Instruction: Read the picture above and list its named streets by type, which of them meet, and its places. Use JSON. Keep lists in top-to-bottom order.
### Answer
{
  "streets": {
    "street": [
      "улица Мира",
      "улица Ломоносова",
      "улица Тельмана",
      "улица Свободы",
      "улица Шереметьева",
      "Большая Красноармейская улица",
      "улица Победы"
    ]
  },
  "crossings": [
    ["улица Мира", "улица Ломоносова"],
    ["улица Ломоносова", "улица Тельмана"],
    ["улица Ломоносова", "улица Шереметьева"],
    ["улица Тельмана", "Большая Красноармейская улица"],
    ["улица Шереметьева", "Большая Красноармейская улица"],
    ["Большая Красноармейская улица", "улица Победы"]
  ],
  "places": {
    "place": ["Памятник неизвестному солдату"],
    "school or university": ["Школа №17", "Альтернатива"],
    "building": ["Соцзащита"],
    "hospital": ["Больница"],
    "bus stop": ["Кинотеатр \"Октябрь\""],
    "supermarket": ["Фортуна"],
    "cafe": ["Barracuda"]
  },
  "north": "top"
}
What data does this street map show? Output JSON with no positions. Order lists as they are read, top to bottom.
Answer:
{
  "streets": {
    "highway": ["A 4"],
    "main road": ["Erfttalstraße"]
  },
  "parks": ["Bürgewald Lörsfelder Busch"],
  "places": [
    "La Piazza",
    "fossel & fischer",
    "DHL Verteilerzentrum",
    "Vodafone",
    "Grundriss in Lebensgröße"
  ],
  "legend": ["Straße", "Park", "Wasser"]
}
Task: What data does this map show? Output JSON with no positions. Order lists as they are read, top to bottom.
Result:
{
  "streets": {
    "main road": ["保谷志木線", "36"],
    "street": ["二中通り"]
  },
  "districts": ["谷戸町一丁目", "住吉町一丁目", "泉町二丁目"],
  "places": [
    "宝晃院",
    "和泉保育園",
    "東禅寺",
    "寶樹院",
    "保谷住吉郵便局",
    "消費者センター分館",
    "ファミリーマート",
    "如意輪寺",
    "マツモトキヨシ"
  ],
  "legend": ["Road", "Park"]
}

^^^^^^^^

## WHAT TO PRODUCE
Look for the word "they" in the data, then return every line that contains it.

## PROBLEM SOLUTION
What data does this street map show? Output JSON with no positions. Order lists as they are read, top to bottom.
Task: What data does this map show? Output JSON with no positions. Order lists as they are read, top to bottom.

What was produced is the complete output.